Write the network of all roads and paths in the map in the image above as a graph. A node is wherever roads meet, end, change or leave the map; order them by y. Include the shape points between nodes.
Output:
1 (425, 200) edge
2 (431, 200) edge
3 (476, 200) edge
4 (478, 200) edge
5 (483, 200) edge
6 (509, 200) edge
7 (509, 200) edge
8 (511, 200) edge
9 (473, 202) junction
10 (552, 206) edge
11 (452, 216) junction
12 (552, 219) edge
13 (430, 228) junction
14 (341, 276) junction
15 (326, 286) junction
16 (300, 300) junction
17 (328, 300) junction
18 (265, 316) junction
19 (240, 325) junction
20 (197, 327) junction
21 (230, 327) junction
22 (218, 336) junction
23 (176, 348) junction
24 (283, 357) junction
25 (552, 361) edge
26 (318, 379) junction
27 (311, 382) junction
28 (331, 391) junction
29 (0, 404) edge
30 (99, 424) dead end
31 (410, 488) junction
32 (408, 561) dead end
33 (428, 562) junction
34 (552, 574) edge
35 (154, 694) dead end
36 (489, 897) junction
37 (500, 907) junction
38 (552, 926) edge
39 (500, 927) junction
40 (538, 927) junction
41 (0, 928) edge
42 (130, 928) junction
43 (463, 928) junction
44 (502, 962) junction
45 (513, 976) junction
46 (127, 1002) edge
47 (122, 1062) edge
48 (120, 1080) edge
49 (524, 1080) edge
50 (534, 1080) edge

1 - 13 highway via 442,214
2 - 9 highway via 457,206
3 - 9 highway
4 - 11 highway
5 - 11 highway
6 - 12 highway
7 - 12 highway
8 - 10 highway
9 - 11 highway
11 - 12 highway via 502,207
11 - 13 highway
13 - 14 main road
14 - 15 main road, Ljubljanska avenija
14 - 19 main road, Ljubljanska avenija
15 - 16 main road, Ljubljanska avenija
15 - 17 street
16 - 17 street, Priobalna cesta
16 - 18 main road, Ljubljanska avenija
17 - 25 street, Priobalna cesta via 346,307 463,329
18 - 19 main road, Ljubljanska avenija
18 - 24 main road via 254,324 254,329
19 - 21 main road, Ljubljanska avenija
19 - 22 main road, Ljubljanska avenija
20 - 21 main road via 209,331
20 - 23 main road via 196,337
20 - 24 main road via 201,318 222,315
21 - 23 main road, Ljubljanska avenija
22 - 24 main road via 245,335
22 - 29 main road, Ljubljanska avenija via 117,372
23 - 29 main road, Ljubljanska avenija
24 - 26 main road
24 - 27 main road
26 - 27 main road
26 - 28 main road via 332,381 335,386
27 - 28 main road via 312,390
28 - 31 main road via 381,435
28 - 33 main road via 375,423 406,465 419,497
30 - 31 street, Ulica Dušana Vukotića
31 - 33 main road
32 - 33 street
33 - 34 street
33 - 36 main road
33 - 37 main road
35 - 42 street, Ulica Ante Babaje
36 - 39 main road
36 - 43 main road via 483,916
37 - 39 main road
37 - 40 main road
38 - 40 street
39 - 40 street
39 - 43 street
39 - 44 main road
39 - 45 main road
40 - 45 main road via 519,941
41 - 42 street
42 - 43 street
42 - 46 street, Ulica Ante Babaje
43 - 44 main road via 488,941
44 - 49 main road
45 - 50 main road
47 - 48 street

* * *

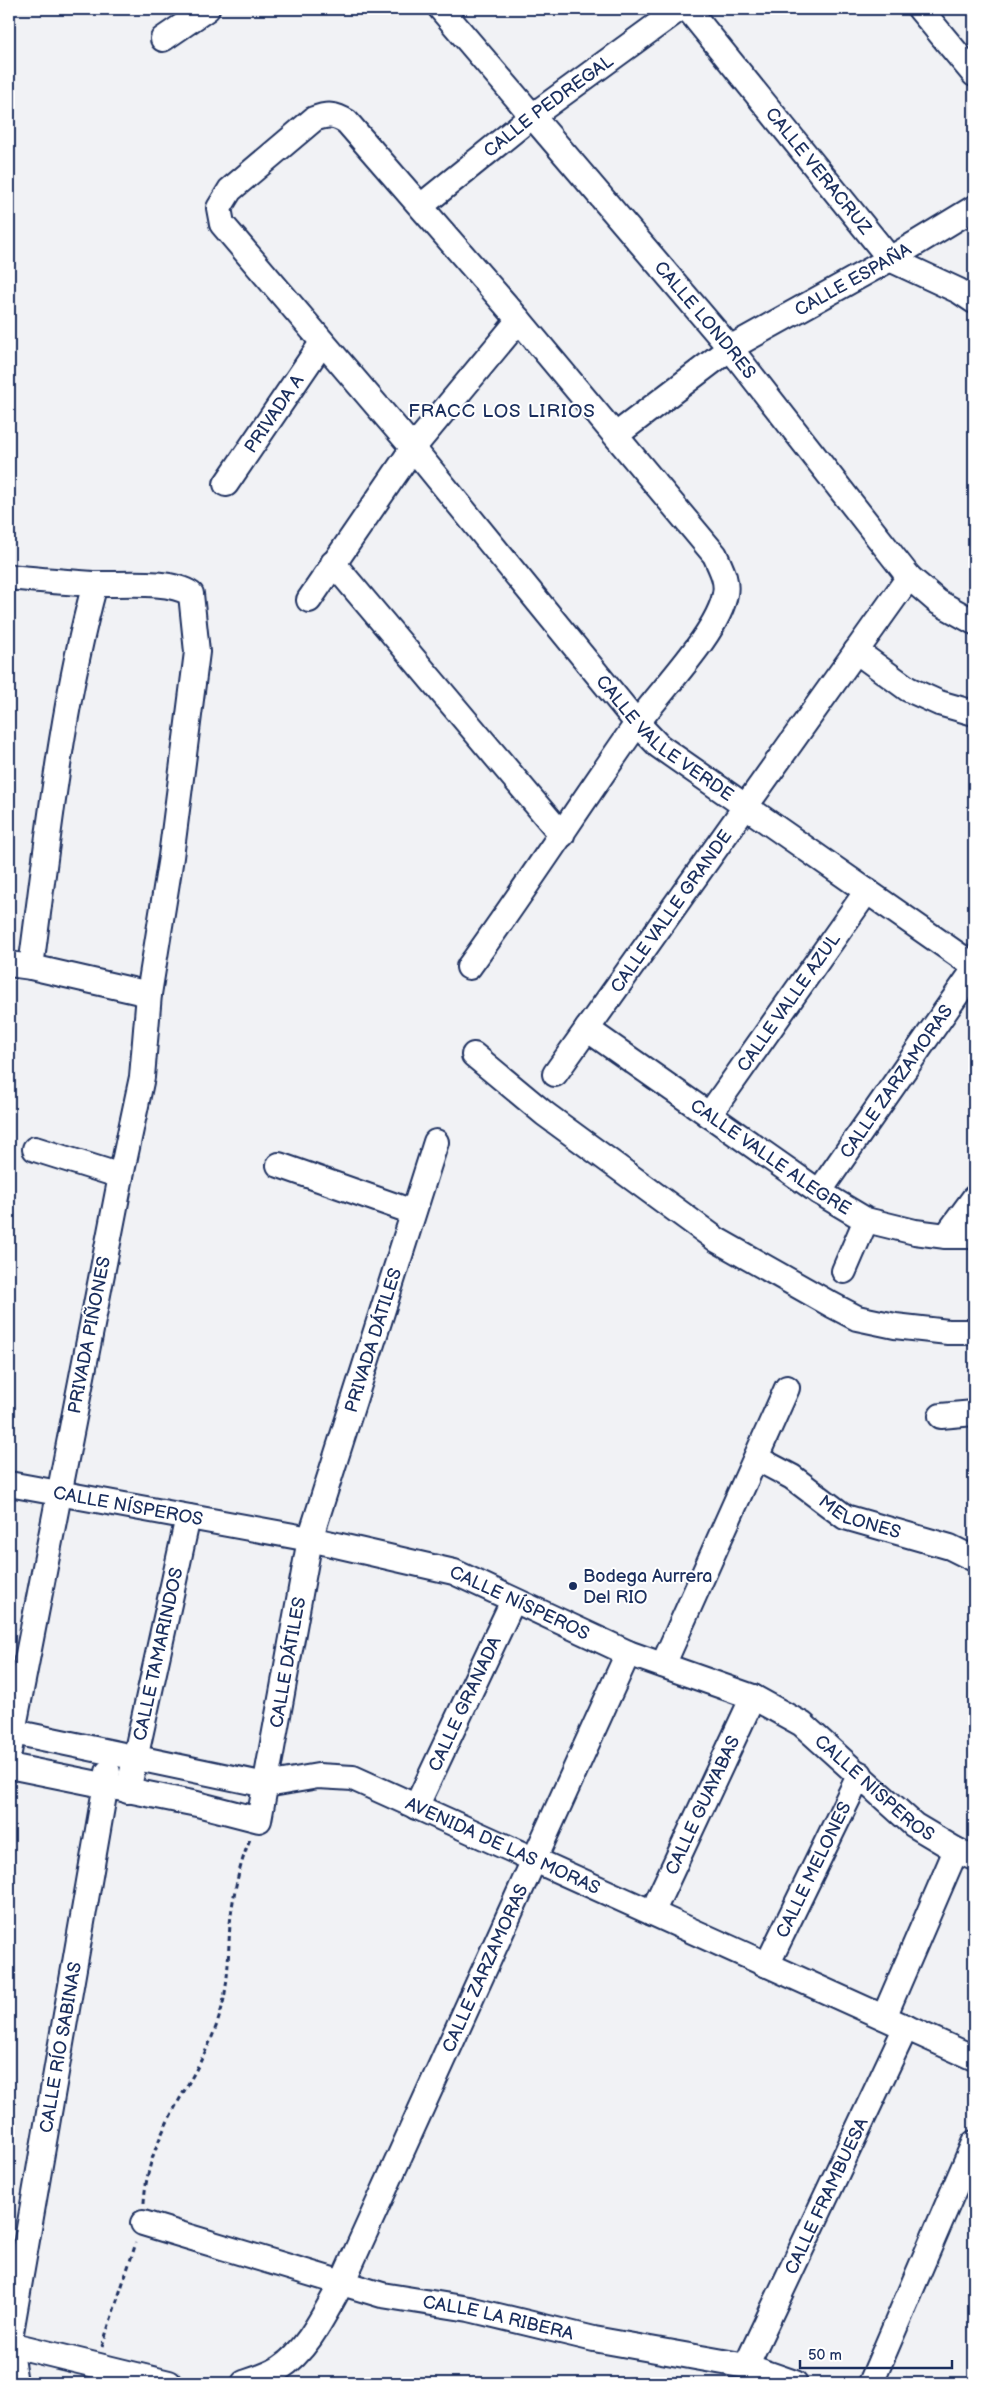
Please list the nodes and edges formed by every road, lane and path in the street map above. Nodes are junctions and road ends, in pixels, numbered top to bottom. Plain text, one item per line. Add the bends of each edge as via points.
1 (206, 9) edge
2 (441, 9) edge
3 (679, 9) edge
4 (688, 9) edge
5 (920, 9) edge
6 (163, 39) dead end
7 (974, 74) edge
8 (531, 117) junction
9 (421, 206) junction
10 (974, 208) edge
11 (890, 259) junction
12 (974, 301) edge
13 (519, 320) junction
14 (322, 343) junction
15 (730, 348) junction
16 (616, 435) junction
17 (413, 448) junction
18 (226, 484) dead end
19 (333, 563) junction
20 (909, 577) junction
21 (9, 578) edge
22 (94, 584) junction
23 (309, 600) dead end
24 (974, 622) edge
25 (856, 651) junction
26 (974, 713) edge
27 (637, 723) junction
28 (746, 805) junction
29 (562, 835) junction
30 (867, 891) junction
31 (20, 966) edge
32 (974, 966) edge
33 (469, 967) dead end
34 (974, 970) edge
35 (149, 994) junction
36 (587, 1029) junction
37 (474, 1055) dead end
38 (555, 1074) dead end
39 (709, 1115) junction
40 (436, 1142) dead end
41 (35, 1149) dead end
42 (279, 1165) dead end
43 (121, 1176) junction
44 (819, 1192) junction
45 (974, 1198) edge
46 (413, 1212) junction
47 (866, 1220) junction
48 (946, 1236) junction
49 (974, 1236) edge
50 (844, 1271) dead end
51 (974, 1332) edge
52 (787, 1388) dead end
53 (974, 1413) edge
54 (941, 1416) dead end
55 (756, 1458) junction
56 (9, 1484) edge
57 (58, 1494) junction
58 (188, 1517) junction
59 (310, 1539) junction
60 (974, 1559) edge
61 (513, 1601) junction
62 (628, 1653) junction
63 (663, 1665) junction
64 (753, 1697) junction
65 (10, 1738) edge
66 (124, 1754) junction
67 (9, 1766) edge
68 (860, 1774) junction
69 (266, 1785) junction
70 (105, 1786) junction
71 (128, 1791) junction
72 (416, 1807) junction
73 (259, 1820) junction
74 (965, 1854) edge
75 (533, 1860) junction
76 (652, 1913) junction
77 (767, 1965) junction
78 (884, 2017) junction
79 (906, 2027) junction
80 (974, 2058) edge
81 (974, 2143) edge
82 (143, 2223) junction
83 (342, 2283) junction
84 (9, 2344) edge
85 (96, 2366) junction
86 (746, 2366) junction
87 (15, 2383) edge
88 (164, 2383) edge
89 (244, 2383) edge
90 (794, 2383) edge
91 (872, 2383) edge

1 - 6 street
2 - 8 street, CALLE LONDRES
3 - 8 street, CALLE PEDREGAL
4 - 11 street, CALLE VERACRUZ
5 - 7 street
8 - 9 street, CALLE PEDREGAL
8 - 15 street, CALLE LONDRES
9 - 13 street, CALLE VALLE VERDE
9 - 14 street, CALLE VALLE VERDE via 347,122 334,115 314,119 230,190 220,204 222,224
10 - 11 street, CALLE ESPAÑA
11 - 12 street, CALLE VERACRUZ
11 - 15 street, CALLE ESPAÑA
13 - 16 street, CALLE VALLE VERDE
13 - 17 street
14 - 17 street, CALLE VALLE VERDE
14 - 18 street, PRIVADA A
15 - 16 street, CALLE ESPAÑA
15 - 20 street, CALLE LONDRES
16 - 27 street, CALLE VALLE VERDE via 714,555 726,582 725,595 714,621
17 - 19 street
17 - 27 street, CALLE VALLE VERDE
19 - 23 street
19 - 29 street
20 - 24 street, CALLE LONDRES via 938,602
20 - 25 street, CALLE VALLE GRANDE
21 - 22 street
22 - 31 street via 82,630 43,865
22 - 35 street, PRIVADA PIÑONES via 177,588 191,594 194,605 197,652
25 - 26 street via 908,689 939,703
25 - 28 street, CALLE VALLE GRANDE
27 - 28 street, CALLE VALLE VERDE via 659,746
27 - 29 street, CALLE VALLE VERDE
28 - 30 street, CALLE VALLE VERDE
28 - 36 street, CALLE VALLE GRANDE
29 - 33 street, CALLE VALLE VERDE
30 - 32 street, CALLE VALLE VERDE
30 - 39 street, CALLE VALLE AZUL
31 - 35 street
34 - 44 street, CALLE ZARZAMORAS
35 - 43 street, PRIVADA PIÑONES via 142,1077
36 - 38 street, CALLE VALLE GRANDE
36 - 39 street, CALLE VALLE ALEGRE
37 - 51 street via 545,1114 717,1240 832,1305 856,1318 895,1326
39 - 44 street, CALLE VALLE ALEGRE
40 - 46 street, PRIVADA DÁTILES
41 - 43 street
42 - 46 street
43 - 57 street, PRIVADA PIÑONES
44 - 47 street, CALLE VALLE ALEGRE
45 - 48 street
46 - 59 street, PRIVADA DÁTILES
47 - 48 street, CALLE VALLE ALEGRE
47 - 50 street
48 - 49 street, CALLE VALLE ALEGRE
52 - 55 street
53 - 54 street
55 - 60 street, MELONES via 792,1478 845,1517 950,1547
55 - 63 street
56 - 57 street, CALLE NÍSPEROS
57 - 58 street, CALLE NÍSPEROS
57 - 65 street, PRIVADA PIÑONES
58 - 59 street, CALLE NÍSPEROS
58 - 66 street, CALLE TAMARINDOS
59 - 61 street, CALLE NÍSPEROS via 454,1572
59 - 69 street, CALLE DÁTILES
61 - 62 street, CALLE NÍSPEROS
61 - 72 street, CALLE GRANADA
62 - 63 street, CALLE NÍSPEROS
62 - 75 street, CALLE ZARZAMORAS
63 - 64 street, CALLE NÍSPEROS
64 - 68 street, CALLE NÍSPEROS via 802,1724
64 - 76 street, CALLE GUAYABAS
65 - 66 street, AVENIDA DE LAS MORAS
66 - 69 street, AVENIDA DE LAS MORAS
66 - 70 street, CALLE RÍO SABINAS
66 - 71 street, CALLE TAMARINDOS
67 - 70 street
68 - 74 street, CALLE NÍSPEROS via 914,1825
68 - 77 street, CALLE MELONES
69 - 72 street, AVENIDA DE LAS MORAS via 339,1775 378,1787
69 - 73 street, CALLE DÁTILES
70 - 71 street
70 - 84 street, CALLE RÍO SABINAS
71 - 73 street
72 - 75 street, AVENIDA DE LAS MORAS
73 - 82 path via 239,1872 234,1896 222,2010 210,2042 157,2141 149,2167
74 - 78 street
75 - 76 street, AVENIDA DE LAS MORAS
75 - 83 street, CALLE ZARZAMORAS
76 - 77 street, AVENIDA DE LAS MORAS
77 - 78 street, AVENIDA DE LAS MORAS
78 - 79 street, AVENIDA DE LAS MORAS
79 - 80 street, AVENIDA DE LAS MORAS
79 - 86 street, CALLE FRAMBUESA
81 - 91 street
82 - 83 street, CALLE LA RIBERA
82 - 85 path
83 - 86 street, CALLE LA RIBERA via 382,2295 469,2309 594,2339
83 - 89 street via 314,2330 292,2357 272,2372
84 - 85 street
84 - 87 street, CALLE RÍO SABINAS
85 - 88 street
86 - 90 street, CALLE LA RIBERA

- Exercise brief: Every line that contains the string "ZARZAMORAS" should be copied from the entries.

- Answer for this exercise:
34 - 44 street, CALLE ZARZAMORAS
62 - 75 street, CALLE ZARZAMORAS
75 - 83 street, CALLE ZARZAMORAS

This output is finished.